À Nairobi, des ministres africains s’engagent pour une nouvelle initiative sur les forêts

Comment mieux protéger les forêts, tout en en faisant un levier de développement ? C’est la question au cœur d’une réunion de haut niveau à Nairobi, qui réunit depuis hier mardi et jusqu’à jeudi des ministres de plusieurs pays africains, notamment du bassin du Congo – RDC, Gabon, République du Congo, mais aussi Cameroun et Liberia. Au menu : le lancement d’une nouvelle initiative panafricaine, Zámba Heritage (ou « l’héritage forestier de l’Afrique » en français), avec un objectif affiché : mobiliser jusqu’à 400 millions de dollars sur dix ans pour une gestion durable des forêts.
Publié le :
3 min Temps de lecture
Réunis à Nairobi jusqu’à jeudi 12 février, des ministres et hauts responsables du Kenya, du Cameroun, du Gabon, de la République du Congo, du Liberia, de la Tanzanie, de la Zambie, du Zimbabwe et du Mozambique réfléchissent à l’avenir des forêts africaines. Au cœur des discussions : une nouvelle initiative panafricaine, Zámba Heritage, qui ambitionne de mobiliser jusqu’à 400 millions de dollars sur dix ans pour mieux gérer les forêts – et en faire un moteur de développement.
Beaucoup de forêts, peu de retombées économiques
Le constat revient comme un refrain dans les débats : l’Afrique abrite jusqu’à 16% des forêts de la planète, mais ne représente que 2 à 4% du commerce mondial des produits forestiers. Un paradoxe qui s’explique, selon les participants, par plusieurs freins bien identifiés : des infrastructures insuffisantes, des obstacles à la circulation des biens, et surtout une filière encore largement tournée vers l’exportation de bois brut, avec peu de transformation locale.

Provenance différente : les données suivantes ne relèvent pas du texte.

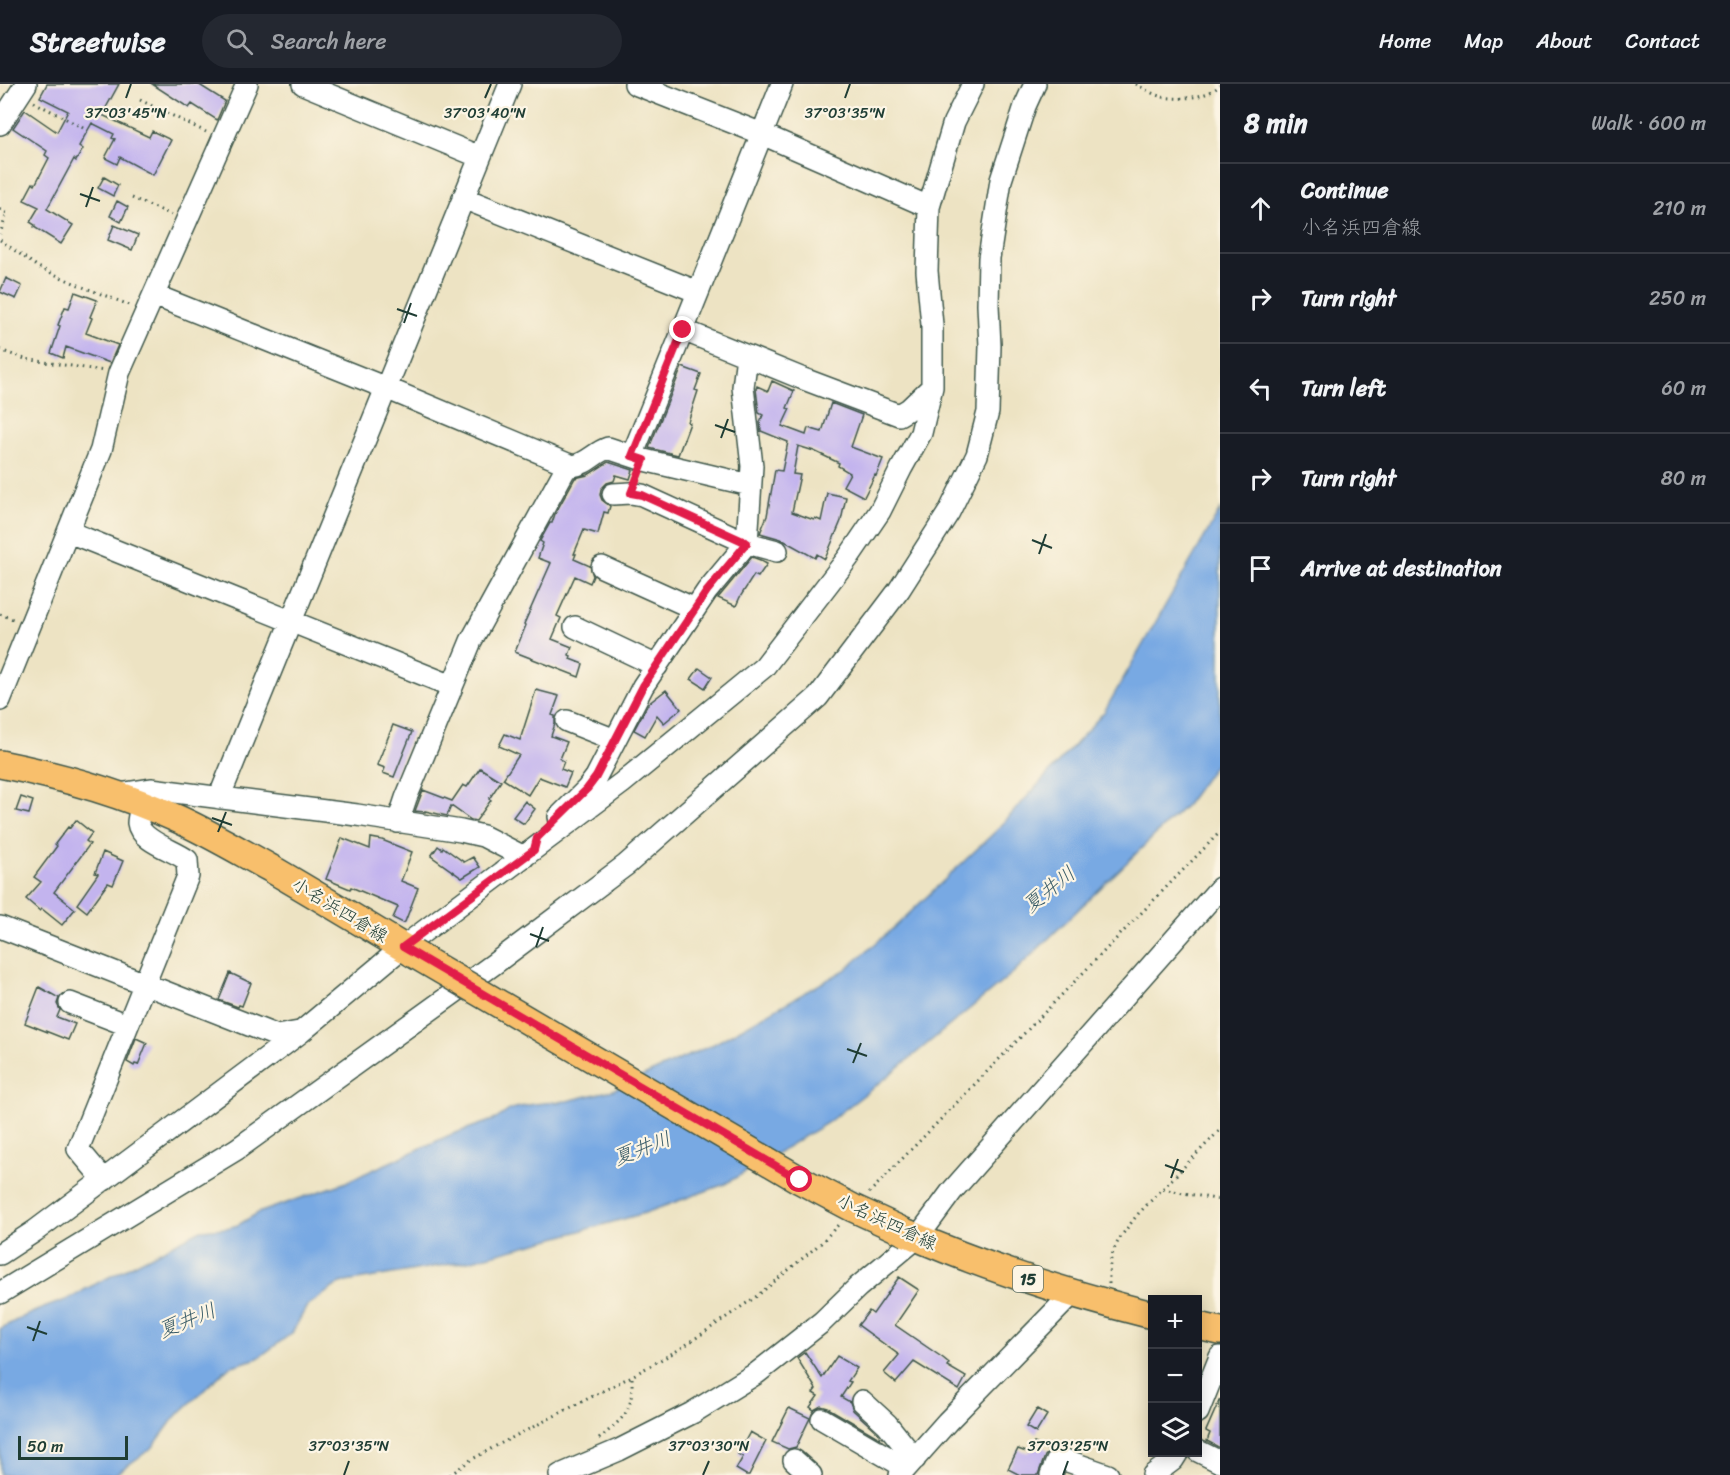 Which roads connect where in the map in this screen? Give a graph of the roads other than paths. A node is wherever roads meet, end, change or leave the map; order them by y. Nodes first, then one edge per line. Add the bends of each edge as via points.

Résultat : alors que la demande en bois et en matériaux progresse avec l’urbanisation rapide du continent, de nombreux pays africains continuent d’importer des produits transformés… à partir de leurs propres ressources.
Zámba Heritage : changer de logique
C’est pour répondre à ce décalage que l’initiative Zámba Heritage, portée par des États africains avec l’appui du Forest Stewardship Council, a été lancée à Nairobi. L’ambition affichée est claire : ne plus penser la forêt uniquement comme un espace à protéger, mais aussi comme un secteur économique à structurer, de manière encadrée et durable.
Concrètement, Zámba vise à soutenir la gestion durable, la restauration, mais aussi la transformation locale, la traçabilité et l’accès aux marchés. L’objectif est double : mieux protéger les forêts, tout en créant des activités et des emplois, notamment pour les populations qui vivent à leur proximité.
En quoi Zámba diffère d’AFR100
La comparaison avec AFR100 est souvent revenue dans les échanges. Lancée en 2015, cette initiative panafricaine se concentre sur un objectif précis : restaurer 100 millions d’hectares de terres dégradées d’ici 2030. Reboisement, régénération des paysages, agroforesterie : AFR100 s’inscrit avant tout dans une logique de restauration écologique.
Zámba Heritage, elle, pousse le raisonnement plus loin. Il ne s’agit pas seulement de restaurer, mais aussi de faire émerger une véritable économie forestière : transformer davantage sur place, mieux valoriser les produits, renforcer le commerce entre pays africains, et rendre la filière plus attractive pour les investisseurs – tout en respectant des règles strictes.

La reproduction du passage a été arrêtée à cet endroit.